The analyst had no written method for the research phase. He had run enough cases that the method had gone tacit, the way an experienced operator stops being able to recite the steps because the steps have become instinct. Asking him to describe his process produced nothing I could use. When I had him walk me through a finished report, everything came out, because a real piece of work forces the specifics a summary smooths over. Two sessions on two closed cases were enough to see that the same person works two ways, top-down when the subject is an institution and bottom-up when the subject is a person.

From that I could name what good requires: coverage of the right questions, fidelity to the primary sources, knowing when a thread is worth pivoting on, corroboration before anything is called a finding, honest reporting of what came back empty, and holding the picture together when independent threads converge. Every one had to be made checkable. The hardest was the last, the judgment that turns separate facts into a single read, which no checklist captures and a person still has to weigh.

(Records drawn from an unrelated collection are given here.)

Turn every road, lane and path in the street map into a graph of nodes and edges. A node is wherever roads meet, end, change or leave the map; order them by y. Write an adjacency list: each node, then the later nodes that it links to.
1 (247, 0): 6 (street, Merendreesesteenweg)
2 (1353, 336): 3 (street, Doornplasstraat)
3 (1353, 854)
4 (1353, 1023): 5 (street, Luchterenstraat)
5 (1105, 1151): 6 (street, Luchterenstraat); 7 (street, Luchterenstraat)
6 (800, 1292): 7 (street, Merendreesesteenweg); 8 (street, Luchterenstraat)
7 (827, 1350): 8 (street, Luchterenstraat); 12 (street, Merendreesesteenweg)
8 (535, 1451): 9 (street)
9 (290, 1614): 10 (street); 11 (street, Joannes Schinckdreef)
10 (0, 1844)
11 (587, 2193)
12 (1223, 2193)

One rule underneath all of it was simple to say and hard to live by. A single data point is a lead. Several independent points, from sources that fail in different ways, make a finding. Three articles repeating one press release count as one source. When two facts contradict, you hold both and leave the claim unresolved.

[HOLDING THE BAR]

Once the standard exists, the point is to make the bar hold and only ever rise. Every change has to meet or beat the last accepted version. A miss caught in production becomes a new case, and the next run has to prove both that the miss is fixed and that nothing good broke on the way.

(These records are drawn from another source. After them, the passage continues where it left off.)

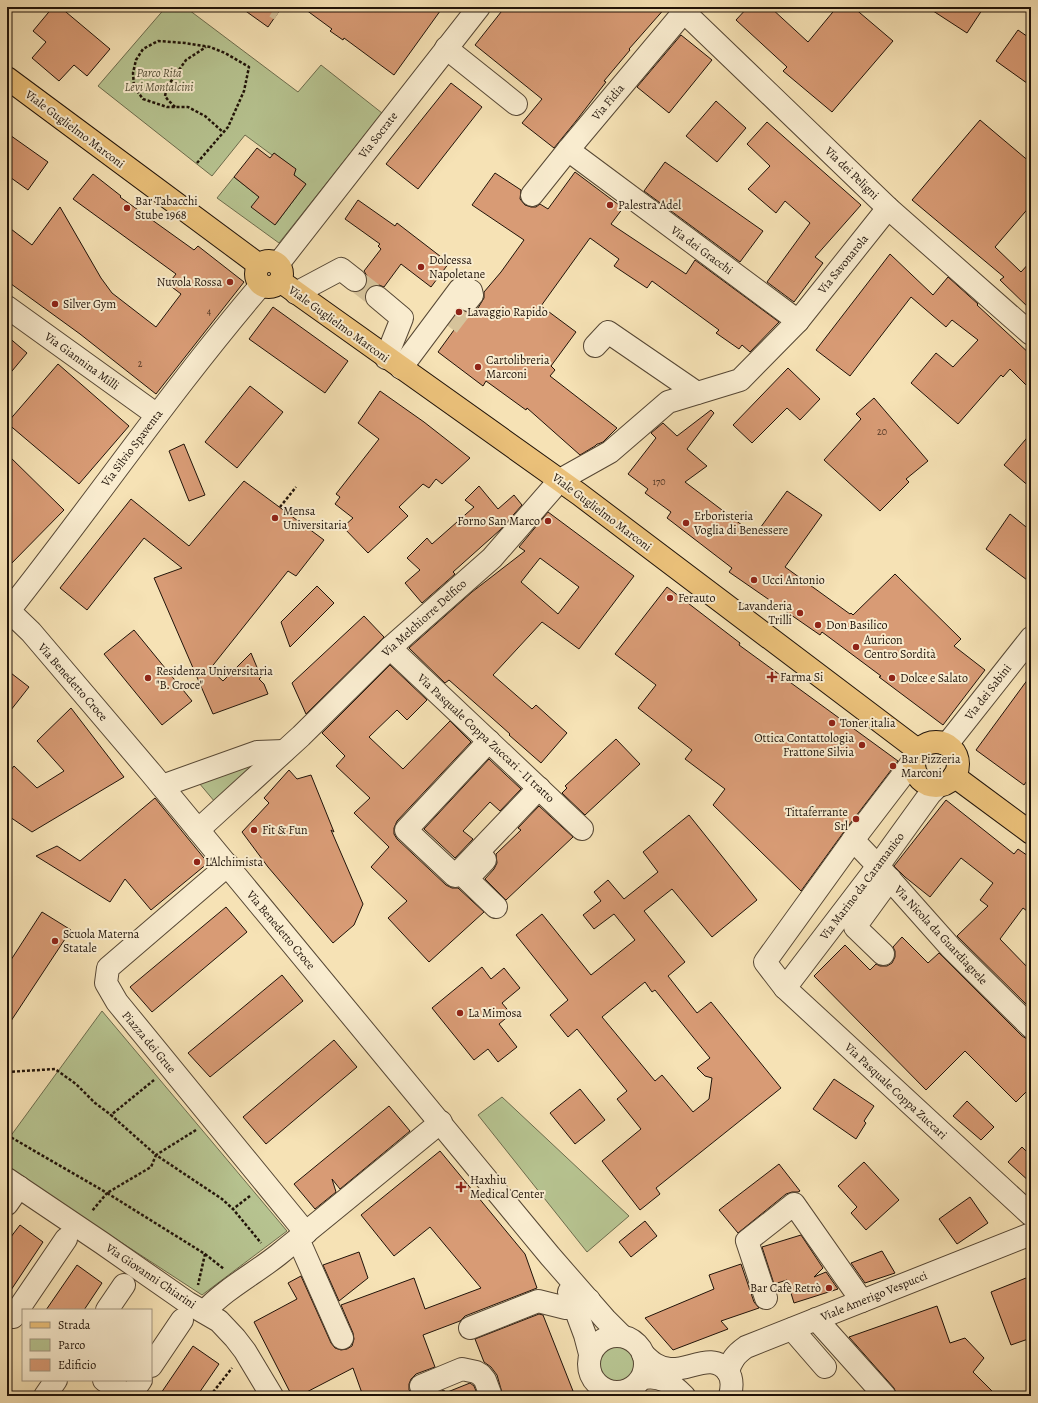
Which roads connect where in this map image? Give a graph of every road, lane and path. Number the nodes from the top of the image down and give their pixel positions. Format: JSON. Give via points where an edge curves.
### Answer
{"nodes":[{"id":1,"x":684,"y":8,"type":"edge"},
{"id":2,"x":470,"y":10,"type":"edge"},
{"id":3,"x":207,"y":47,"type":"junction"},
{"id":4,"x":446,"y":48,"type":"junction"},
{"id":5,"x":7,"y":78,"type":"edge"},
{"id":6,"x":516,"y":104,"type":"dead end"},
{"id":7,"x":175,"y":107,"type":"junction"},
{"id":8,"x":223,"y":132,"type":"junction"},
{"id":9,"x":568,"y":150,"type":"junction"},
{"id":10,"x":196,"y":163,"type":"dead end"},
{"id":11,"x":532,"y":195,"type":"dead end"},
{"id":12,"x":888,"y":208,"type":"junction"},
{"id":13,"x":275,"y":278,"type":"junction"},
{"id":14,"x":354,"y":280,"type":"tunnel mouth"},
{"id":15,"x":377,"y":297,"type":"tunnel mouth"},
{"id":16,"x":468,"y":300,"type":"dead end"},
{"id":17,"x":7,"y":307,"type":"edge"},
{"id":18,"x":798,"y":321,"type":"junction"},
{"id":19,"x":448,"y":326,"type":"tunnel mouth"},
{"id":20,"x":1031,"y":334,"type":"edge"},
{"id":21,"x":595,"y":346,"type":"dead end"},
{"id":22,"x":399,"y":367,"type":"junction"},
{"id":23,"x":698,"y":393,"type":"junction"},
{"id":24,"x":157,"y":415,"type":"junction"},
{"id":25,"x":560,"y":480,"type":"junction"},
{"id":26,"x":296,"y":486,"type":"dead end"},
{"id":27,"x":280,"y":507,"type":"dead end"},
{"id":28,"x":8,"y":611,"type":"edge"},
{"id":29,"x":1031,"y":638,"type":"edge"},
{"id":30,"x":390,"y":648,"type":"junction"},
{"id":31,"x":489,"y":741,"type":"junction"},
{"id":32,"x":945,"y":744,"type":"junction"},
{"id":33,"x":284,"y":751,"type":"junction"},
{"id":34,"x":917,"y":754,"type":"junction"},
{"id":35,"x":946,"y":781,"type":"junction"},
{"id":36,"x":162,"y":786,"type":"junction"},
{"id":37,"x":542,"y":791,"type":"junction"},
{"id":38,"x":582,"y":829,"type":"dead end"},
{"id":39,"x":198,"y":830,"type":"junction"},
{"id":40,"x":1031,"y":833,"type":"edge"},
{"id":41,"x":853,"y":840,"type":"junction"},
{"id":42,"x":228,"y":865,"type":"junction"},
{"id":43,"x":884,"y":872,"type":"junction"},
{"id":44,"x":496,"y":907,"type":"dead end"},
{"id":45,"x":883,"y":954,"type":"dead end"},
{"id":46,"x":785,"y":988,"type":"junction"},
{"id":47,"x":1031,"y":1027,"type":"edge"},
{"id":48,"x":170,"y":1067,"type":"junction"},
{"id":49,"x":7,"y":1072,"type":"edge"},
{"id":50,"x":111,"y":1115,"type":"junction"},
{"id":51,"x":213,"y":1119,"type":"junction"},
{"id":52,"x":441,"y":1122,"type":"junction"},
{"id":53,"x":7,"y":1135,"type":"edge"},
{"id":54,"x":156,"y":1155,"type":"junction"},
{"id":55,"x":265,"y":1183,"type":"junction"},
{"id":56,"x":11,"y":1190,"type":"edge"},
{"id":57,"x":107,"y":1193,"type":"junction"},
{"id":58,"x":233,"y":1209,"type":"junction"},
{"id":59,"x":89,"y":1213,"type":"dead end"},
{"id":60,"x":1031,"y":1215,"type":"edge"},
{"id":61,"x":1031,"y":1234,"type":"edge"},
{"id":62,"x":302,"y":1236,"type":"junction"},
{"id":63,"x":66,"y":1238,"type":"dead end"},
{"id":64,"x":274,"y":1259,"type":"junction"},
{"id":65,"x":124,"y":1285,"type":"dead end"},
{"id":66,"x":196,"y":1291,"type":"dead end"},
{"id":67,"x":766,"y":1298,"type":"dead end"},
{"id":68,"x":862,"y":1301,"type":"junction"},
{"id":69,"x":581,"y":1303,"type":"junction"},
{"id":70,"x":108,"y":1309,"type":"edge"},
{"id":71,"x":204,"y":1312,"type":"junction"},
{"id":72,"x":816,"y":1319,"type":"junction"},
{"id":73,"x":182,"y":1320,"type":"dead end"},
{"id":74,"x":13,"y":1321,"type":"edge"},
{"id":75,"x":470,"y":1328,"type":"dead end"},
{"id":76,"x":792,"y":1329,"type":"junction"},
{"id":77,"x":622,"y":1336,"type":"junction"},
{"id":78,"x":342,"y":1338,"type":"dead end"},
{"id":79,"x":245,"y":1351,"type":"junction"},
{"id":80,"x":590,"y":1354,"type":"junction"},
{"id":81,"x":643,"y":1354,"type":"junction"},
{"id":82,"x":152,"y":1365,"type":"edge"},
{"id":83,"x":825,"y":1367,"type":"dead end"},
{"id":84,"x":728,"y":1372,"type":"junction"},
{"id":85,"x":641,"y":1379,"type":"junction"},
{"id":86,"x":55,"y":1381,"type":"edge"},
{"id":87,"x":106,"y":1381,"type":"edge"},
{"id":88,"x":140,"y":1381,"type":"edge"},
{"id":89,"x":421,"y":1386,"type":"dead end"},
{"id":90,"x":608,"y":1394,"type":"edge"},
{"id":91,"x":45,"y":1396,"type":"edge"},
{"id":92,"x":129,"y":1396,"type":"edge"},
{"id":93,"x":210,"y":1396,"type":"edge"},
{"id":94,"x":272,"y":1396,"type":"edge"},
{"id":95,"x":491,"y":1396,"type":"edge"},
{"id":96,"x":684,"y":1396,"type":"edge"},
{"id":97,"x":730,"y":1396,"type":"edge"},
{"id":98,"x":885,"y":1396,"type":"edge"}],
"edges":[{"from":1,"to":9,"type":"street","name":"Via Fidia"},
{"from":1,"to":12,"type":"street","name":"Via dei Peligni"},
{"from":2,"to":4,"type":"street","name":"Via Socrate"},
{"from":3,"to":7,"type":"path","via":[[186,60],[167,87],[165,96]]},
{"from":3,"to":7,"type":"path","via":[[158,41],[144,49],[136,60],[133,73],[134,87],[143,99]]},
{"from":3,"to":8,"type":"path","via":[[225,53],[249,67],[244,91]]},
{"from":4,"to":6,"type":"street"},
{"from":4,"to":13,"type":"street","name":"Via Socrate"},
{"from":5,"to":13,"type":"main road","name":"Viale Guglielmo Marconi"},
{"from":7,"to":8,"type":"path","via":[[188,107],[205,116]]},
{"from":8,"to":10,"type":"path"},
{"from":9,"to":11,"type":"street","name":"Via Fidia"},
{"from":9,"to":18,"type":"street","name":"Via dei Gracchi"},
{"from":12,"to":18,"type":"street","name":"Via Savonarola"},
{"from":12,"to":20,"type":"street","name":"Via dei Peligni"},
{"from":13,"to":14,"type":"street","via":[[341,269]]},
{"from":13,"to":22,"type":"main road","name":"Viale Guglielmo Marconi"},
{"from":13,"to":24,"type":"street","name":"Via Silvio Spaventa"},
{"from":15,"to":22,"type":"street","via":[[402,318]]},
{"from":16,"to":22,"type":"street","via":[[472,296],[470,291],[466,288],[460,289]]},
{"from":17,"to":24,"type":"street","name":"Via Giannina Milli"},
{"from":18,"to":23,"type":"street","name":"Via Savonarola","via":[[740,380]]},
{"from":19,"to":22,"type":"street"},
{"from":21,"to":23,"type":"street","via":[[608,332]]},
{"from":22,"to":25,"type":"main road","name":"Viale Guglielmo Marconi"},
{"from":23,"to":25,"type":"street","name":"Via Melchiorre Delfico","via":[[668,402],[610,452]]},
{"from":24,"to":28,"type":"street","name":"Via Silvio Spaventa"},
{"from":25,"to":30,"type":"street","name":"Via Melchiorre Delfico","via":[[492,558]]},
{"from":25,"to":34,"type":"main road","name":"Viale Guglielmo Marconi"},
{"from":26,"to":27,"type":"path"},
{"from":28,"to":36,"type":"street","name":"Via Benedetto Croce","via":[[31,632]]},
{"from":29,"to":32,"type":"street","name":"Via dei Sabini"},
{"from":30,"to":31,"type":"street","name":"Via Pasquale Coppa Zuccari - II tratto"},
{"from":30,"to":33,"type":"street","name":"Via Melchiorre Delfico"},
{"from":31,"to":37,"type":"street","name":"Via Pasquale Coppa Zuccari - II tratto"},
{"from":31,"to":37,"type":"street","via":[[406,830],[417,841],[455,876]]},
{"from":32,"to":34,"type":"main road","via":[[933,742],[923,746]]},
{"from":32,"to":35,"type":"main road","via":[[957,758],[957,770]]},
{"from":33,"to":36,"type":"street","via":[[257,752]]},
{"from":33,"to":39,"type":"street","name":"Via Melchiorre Delfico"},
{"from":34,"to":35,"type":"main road","via":[[914,764],[918,776],[927,784]]},
{"from":34,"to":41,"type":"street"},
{"from":35,"to":40,"type":"main road"},
{"from":35,"to":43,"type":"street","name":"Via Marino da Caramanico","via":[[930,794]]},
{"from":36,"to":39,"type":"street","name":"Via Benedetto Croce"},
{"from":37,"to":38,"type":"street","name":"Via Pasquale Coppa Zuccari - II tratto"},
{"from":37,"to":44,"type":"street","via":[[468,878]]},
{"from":39,"to":42,"type":"street","name":"Via Benedetto Croce"},
{"from":41,"to":43,"type":"street","name":"Via Nicola da Guardiagrele"},
{"from":41,"to":46,"type":"street","name":"Via Pasquale Coppa Zuccari","via":[[765,962]]},
{"from":42,"to":48,"type":"street","name":"Piazza dei Grue","via":[[108,968],[106,983],[116,1002]]},
{"from":42,"to":52,"type":"street","name":"Via Benedetto Croce"},
{"from":43,"to":45,"type":"street","via":[[855,927]]},
{"from":43,"to":46,"type":"street","name":"Via Marino da Caramanico"},
{"from":43,"to":47,"type":"street","name":"Via Nicola da Guardiagrele","via":[[951,948]]},
{"from":46,"to":60,"type":"street","name":"Via Pasquale Coppa Zuccari"},
{"from":48,"to":50,"type":"path"},
{"from":48,"to":51,"type":"street","name":"Piazza dei Grue"},
{"from":49,"to":50,"type":"path","via":[[55,1069]]},
{"from":50,"to":54,"type":"path"},
{"from":51,"to":54,"type":"path"},
{"from":51,"to":55,"type":"street","name":"Piazza dei Grue"},
{"from":52,"to":62,"type":"street"},
{"from":52,"to":69,"type":"street","name":"Via Benedetto Croce","via":[[550,1256],[566,1285]]},
{"from":53,"to":57,"type":"path"},
{"from":54,"to":57,"type":"path","via":[[152,1167]]},
{"from":54,"to":58,"type":"path"},
{"from":55,"to":58,"type":"path"},
{"from":55,"to":62,"type":"street","name":"Piazza dei Grue"},
{"from":56,"to":71,"type":"street","name":"Via Giovanni Chiarini","via":[[102,1243]]},
{"from":57,"to":59,"type":"path"},
{"from":57,"to":66,"type":"path","via":[[205,1254]]},
{"from":58,"to":64,"type":"path"},
{"from":61,"to":68,"type":"street","name":"Viale Amerigo Vespucci"},
{"from":62,"to":64,"type":"street"},
{"from":62,"to":78,"type":"street","name":"Piazza dei Grue"},
{"from":63,"to":74,"type":"street"},
{"from":64,"to":71,"type":"street","via":[[213,1302]]},
{"from":65,"to":70,"type":"street"},
{"from":67,"to":68,"type":"street","via":[[747,1241],[794,1204]]},
{"from":68,"to":72,"type":"street","name":"Viale Amerigo Vespucci"},
{"from":69,"to":75,"type":"street","via":[[566,1308],[538,1301]]},
{"from":69,"to":77,"type":"street","name":"Via Benedetto Croce"},
{"from":69,"to":80,"type":"street","name":"Via Benedetto Croce"},
{"from":71,"to":79,"type":"street","name":"Via Giovanni Chiarini","via":[[219,1321]]},
{"from":72,"to":76,"type":"street","name":"Viale Amerigo Vespucci"},
{"from":72,"to":98,"type":"street"},
{"from":73,"to":82,"type":"street"},
{"from":76,"to":83,"type":"street"},
{"from":76,"to":84,"type":"street","name":"Viale Amerigo Vespucci","via":[[746,1347],[731,1361]]},
{"from":77,"to":80,"type":"street","via":[[603,1339]]},
{"from":77,"to":81,"type":"street","via":[[637,1345]]},
{"from":79,"to":93,"type":"path"},
{"from":79,"to":94,"type":"street","name":"Via Giovanni Chiarini"},
{"from":80,"to":90,"type":"street","via":[[588,1365],[591,1378]]},
{"from":81,"to":84,"type":"street","via":[[653,1363],[669,1369],[714,1362]]},
{"from":81,"to":85,"type":"street","via":[[645,1370]]},
{"from":84,"to":97,"type":"street","via":[[732,1381]]},
{"from":85,"to":90,"type":"street","via":[[628,1390]]},
{"from":85,"to":96,"type":"street","via":[[664,1379]]},
{"from":86,"to":91,"type":"street"},
{"from":87,"to":92,"type":"street"},
{"from":88,"to":92,"type":"street"},
{"from":89,"to":95,"type":"street","via":[[462,1369],[481,1375]]}]}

Two decisions keep that honest. Judgments are recorded one criterion at a time, because a single blended score tells you the work got worse without telling you where, while a per-criterion read tells you exactly what to fix. The cheap, certain checks run first and the expensive ones only when the answer is in doubt. And when a score dips, nothing reverts on its own, because a system that retreats at every dip is quietly optimizing to never improve. A person looks at the dip and decides what it means.

[WHO SIGNS]

The hard part comes before any of that: deciding what the work is supposed to be, and binding a person's name to it.

The same expert sits on both ends of this. The analyst whose practice we encoded is the one who accepts the result, and by design that is a different person than whoever built the system, so the bar is never set by the one on the hook to ship. They say what correct means, accept the agent against their own practice, and pull the standard back in when new information changes it. The bar is parity: matching what that analyst would have produced. Anything past that is upside.

What makes this hold in consequential work is accountability that travels. The accepted standard is a document with a trail behind it, recording whose judgment it encodes and who stood behind it, so the person who acts on the output downstream knows what they are trusting. The signed acceptance is the product, in settings classified and unclassified alike. A number on a dashboard carries none of that.

A well-funded category uses these exact words for a different job. It builds reinforcement-learning environments that score model behavior and feed the reward back into training, generating the trajectories that fine-tune the weights so the next checkpoint scores higher. The buyer is a frontier lab and the deliverable is a stronger model. What I am describing never touches the weights. The deliverable is an accepted standard with a named expert behind it, and the buyer is the organization that has to act on the output. Evals, rubrics, graders, the words are shared. What comes out the other end has nothing in common.

A better model lands every few months, and I take every one of them. Bringing a new one in is real work, and even when it goes perfectly it leaves the hard question where it was. The model does not decide what counts as correct, and it cannot answer for the decision. A person does both, and building the place where that person can do their part well still looks, from where I sit, like open space.